The diagnosis again is culture. Herpes should grow out. Culture of lesions, if you have lesions, also culture from many sites; throat, blood buffy coat, urine, CSF and also direct antigen tests which are quicker and also PCR from CSF. One thing about PCR from CSF in newborns; it is the percent positive in only about 75% whereas older people with herpes encephalitis, it’s close to 95%. Lastly, specific IgM antibody. Treatment of course is acyclovir and in general, one of the mistakes that’s made is not to treat long enough and also to use too low a dose. The dose that’s indicated in most of the literature is 10 mg/kg per dose three times a day. But regularly, particularly in congenital infections, you should push this to 45 mg/kg per day and give it for at least three weeks and then evaluation because some of these should go on long term therapy.

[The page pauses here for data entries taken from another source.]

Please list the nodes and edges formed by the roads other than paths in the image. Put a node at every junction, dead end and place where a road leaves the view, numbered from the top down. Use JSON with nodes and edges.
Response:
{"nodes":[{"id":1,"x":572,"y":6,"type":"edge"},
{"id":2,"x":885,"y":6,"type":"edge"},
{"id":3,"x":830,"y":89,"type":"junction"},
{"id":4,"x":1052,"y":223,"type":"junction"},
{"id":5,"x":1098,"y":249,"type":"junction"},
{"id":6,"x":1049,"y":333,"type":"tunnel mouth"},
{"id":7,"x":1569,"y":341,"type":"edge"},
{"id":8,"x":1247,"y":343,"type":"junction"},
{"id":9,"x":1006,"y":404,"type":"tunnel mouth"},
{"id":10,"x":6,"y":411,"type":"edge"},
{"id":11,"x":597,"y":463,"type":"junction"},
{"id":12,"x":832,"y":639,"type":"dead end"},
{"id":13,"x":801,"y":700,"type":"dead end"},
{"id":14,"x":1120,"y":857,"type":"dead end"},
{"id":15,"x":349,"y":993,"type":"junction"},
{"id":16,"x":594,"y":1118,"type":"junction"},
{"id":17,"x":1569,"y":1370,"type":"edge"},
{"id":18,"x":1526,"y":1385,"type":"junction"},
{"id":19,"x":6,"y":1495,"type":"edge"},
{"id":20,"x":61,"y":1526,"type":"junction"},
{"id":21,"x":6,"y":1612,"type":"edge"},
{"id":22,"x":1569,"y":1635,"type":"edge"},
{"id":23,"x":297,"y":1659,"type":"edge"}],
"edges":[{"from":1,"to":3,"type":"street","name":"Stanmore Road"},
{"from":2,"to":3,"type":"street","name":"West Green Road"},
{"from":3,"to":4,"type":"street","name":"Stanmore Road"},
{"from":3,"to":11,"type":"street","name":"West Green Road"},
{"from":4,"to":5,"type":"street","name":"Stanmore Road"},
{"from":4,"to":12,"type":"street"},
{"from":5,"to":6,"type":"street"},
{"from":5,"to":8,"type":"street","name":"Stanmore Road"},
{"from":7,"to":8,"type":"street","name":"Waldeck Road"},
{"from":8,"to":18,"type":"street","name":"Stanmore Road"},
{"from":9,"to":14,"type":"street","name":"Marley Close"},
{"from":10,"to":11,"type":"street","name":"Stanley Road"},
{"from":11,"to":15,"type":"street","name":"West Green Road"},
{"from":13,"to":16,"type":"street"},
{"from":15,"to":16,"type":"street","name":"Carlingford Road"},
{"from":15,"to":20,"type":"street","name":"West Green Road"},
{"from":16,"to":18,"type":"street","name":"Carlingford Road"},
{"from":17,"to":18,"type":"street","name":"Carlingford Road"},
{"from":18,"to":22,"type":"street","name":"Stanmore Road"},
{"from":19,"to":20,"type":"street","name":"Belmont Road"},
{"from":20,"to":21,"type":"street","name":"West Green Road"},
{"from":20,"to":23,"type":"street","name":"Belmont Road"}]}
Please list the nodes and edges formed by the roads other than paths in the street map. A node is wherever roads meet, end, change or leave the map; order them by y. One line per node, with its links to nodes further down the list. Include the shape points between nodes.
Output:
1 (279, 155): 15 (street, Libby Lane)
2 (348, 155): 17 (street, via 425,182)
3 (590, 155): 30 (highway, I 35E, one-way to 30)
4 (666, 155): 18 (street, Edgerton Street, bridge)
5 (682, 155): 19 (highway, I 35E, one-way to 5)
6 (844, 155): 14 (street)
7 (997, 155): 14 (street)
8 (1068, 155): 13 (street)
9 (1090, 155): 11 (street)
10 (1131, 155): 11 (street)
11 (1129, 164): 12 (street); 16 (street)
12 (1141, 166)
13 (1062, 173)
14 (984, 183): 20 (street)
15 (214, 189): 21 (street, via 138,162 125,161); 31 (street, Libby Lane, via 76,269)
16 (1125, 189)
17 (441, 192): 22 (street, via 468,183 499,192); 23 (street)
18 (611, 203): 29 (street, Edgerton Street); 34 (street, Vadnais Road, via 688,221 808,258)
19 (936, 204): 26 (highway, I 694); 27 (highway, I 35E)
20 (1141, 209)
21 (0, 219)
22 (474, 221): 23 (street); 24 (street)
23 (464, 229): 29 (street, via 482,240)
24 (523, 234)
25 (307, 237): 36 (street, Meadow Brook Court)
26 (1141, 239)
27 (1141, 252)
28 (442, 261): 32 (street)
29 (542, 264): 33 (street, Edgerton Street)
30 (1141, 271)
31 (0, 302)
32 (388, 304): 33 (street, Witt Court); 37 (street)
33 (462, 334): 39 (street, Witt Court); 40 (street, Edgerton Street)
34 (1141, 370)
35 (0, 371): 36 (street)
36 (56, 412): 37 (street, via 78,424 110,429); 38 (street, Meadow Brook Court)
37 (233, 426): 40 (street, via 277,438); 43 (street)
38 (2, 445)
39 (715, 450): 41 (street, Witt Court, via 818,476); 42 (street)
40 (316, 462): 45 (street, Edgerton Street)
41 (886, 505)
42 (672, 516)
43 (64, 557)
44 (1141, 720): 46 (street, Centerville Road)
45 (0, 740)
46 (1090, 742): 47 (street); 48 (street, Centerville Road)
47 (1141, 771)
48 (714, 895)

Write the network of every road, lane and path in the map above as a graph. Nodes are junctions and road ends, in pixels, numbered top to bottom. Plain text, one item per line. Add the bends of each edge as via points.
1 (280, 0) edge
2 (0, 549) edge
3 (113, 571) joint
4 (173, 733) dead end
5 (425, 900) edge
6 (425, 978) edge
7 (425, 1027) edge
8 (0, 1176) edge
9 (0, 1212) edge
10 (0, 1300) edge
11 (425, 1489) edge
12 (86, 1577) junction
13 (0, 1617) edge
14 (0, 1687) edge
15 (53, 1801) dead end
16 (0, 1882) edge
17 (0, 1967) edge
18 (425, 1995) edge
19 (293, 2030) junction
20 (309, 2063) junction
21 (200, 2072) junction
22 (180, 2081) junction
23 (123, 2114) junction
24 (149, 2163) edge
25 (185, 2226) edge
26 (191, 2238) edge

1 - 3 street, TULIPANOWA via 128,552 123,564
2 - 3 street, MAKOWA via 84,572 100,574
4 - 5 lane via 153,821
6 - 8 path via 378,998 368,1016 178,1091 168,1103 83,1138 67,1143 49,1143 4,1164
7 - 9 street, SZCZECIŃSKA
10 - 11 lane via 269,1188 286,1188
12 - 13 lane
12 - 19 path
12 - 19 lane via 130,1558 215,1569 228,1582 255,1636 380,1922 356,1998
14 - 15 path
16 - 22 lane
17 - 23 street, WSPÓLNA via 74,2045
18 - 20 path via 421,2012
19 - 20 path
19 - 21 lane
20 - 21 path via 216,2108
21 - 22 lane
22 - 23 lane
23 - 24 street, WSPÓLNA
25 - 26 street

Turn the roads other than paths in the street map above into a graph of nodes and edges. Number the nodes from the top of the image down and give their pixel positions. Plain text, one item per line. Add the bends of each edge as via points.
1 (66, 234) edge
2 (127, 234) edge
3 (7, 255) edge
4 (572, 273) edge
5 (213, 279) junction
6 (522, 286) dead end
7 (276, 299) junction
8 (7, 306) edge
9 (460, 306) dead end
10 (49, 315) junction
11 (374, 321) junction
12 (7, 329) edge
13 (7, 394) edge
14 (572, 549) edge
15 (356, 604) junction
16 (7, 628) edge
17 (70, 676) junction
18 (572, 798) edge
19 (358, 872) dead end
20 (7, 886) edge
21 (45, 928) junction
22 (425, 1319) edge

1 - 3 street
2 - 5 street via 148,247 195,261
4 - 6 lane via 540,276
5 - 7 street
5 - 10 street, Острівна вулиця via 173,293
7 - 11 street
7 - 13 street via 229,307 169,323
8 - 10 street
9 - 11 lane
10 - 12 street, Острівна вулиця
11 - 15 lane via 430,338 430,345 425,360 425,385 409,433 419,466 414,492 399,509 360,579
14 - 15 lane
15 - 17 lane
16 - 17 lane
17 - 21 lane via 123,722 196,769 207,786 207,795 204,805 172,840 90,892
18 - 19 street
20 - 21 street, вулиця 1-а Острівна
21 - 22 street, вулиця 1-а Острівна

Next is congenital infection with varicella and there are two events. Early infection in pregnancy and then infection right before birth, maternal infection right before birth. The infections of the mother early in pregnancy, first of all is not too common and transmission to the baby is relatively rare. In fact the earlier epidemiologic literature said there was no risk. But then people noted a very specific syndrome, particularly with limb atrophy. More recent studies suggest the risk is somewhere around 2-3% of mothers infected in the first 20 weeks. Your findings are scars and hypopigmentation, hypoplasia of limbs, encephalitis and cortical atrophy. Most of these babies do very poorly. Low birth weight, immune defects, are the findings that you have here. Sometimes we’ve seen several babies with just chorioretinitis, no other findings. Frequently that plus some scars like they have apparently had some chicken pox-like lesions in utero and now they are scabbed over.